Die Musik der Gebrüder David & Eric Wurst (’Crash Dive 2’) ist recht gelungen, doch die Darsteller bekleckern sich kaum mit Ruhm. Vor allem Jay Underwood ist fast unerträglich pralle als Johnny Storm. Sein Overacting nervt. Michael Bailey Smith steckt die Hälfte der Zeit über in dem recht passablen Thing-Kostüm, welches allerdings auch für einige dramatische Szenen eingesetzt wird (walking through the streets, crying in the rain… wtf?!), was ganz fix zu unfreiwilligem Gelächter führt.
Dr. Doom kann als Schurke nur im weitesten Sinne überzeugen. Sein ach so böses Gehabe und das typische Superhelden-Geröhre a la “Do not fail me! Muahahahahaharrr!“ sind zwar höchstgradig amüsant, machen ihn aber bestenfalls zu einer Karikatur, nicht zu einem überzeugenden Fiesling. Vielleicht hält er sich einfach an die Regeln des Handbuchs der Superschurkeninnung.

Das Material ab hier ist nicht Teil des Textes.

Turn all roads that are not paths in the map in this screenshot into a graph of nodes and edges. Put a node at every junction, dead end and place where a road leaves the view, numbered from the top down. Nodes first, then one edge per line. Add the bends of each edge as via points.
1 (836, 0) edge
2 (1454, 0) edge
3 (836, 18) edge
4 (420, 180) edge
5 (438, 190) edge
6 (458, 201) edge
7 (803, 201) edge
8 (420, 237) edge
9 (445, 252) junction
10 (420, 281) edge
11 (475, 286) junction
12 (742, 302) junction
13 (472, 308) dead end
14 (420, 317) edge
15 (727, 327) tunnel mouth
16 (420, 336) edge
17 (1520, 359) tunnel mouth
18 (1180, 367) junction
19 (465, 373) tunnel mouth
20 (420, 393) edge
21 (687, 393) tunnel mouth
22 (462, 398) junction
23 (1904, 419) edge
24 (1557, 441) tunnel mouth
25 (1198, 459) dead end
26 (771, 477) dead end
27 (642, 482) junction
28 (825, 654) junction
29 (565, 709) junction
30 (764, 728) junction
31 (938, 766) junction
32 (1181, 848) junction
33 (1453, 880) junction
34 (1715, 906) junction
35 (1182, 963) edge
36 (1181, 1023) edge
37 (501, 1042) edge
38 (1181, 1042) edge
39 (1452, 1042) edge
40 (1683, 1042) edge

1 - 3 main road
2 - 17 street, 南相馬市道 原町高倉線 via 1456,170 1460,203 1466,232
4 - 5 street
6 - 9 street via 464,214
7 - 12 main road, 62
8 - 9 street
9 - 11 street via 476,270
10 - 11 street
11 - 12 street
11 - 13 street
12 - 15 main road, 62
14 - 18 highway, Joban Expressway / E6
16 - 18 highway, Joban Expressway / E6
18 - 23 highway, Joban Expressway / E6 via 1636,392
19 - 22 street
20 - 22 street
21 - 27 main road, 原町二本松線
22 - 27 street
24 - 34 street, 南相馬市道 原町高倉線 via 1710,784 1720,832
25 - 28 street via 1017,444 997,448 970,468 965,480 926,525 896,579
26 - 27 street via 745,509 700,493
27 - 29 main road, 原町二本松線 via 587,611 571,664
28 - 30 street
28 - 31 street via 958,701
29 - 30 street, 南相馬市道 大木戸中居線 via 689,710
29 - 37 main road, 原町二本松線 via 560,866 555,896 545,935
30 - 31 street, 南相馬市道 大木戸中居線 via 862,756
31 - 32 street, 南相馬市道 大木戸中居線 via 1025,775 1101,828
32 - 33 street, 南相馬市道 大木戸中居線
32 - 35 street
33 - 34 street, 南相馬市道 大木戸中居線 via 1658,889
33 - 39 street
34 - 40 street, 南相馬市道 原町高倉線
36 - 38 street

Doom preparing for Exposition-Speech No. 11

Dass der Film nie einen Kinosaal oder (offiziell) ein Wohnzimmer sah, stieß einigen Beteiligten bitter auf. Aber angesichts des ’fertigen’ Filmes kann man ihnen eigentlich nur raten: Chill out! Soviel Glück hat man normalerweise nicht. Auf der anderen Seite ist ’Fantastic Four’ den Umständen entsprechend ganz putzig geraten. Ausgelassene Trashfans werden hier genau so ihren Spaß haben wie trinkfeste Comicnerds.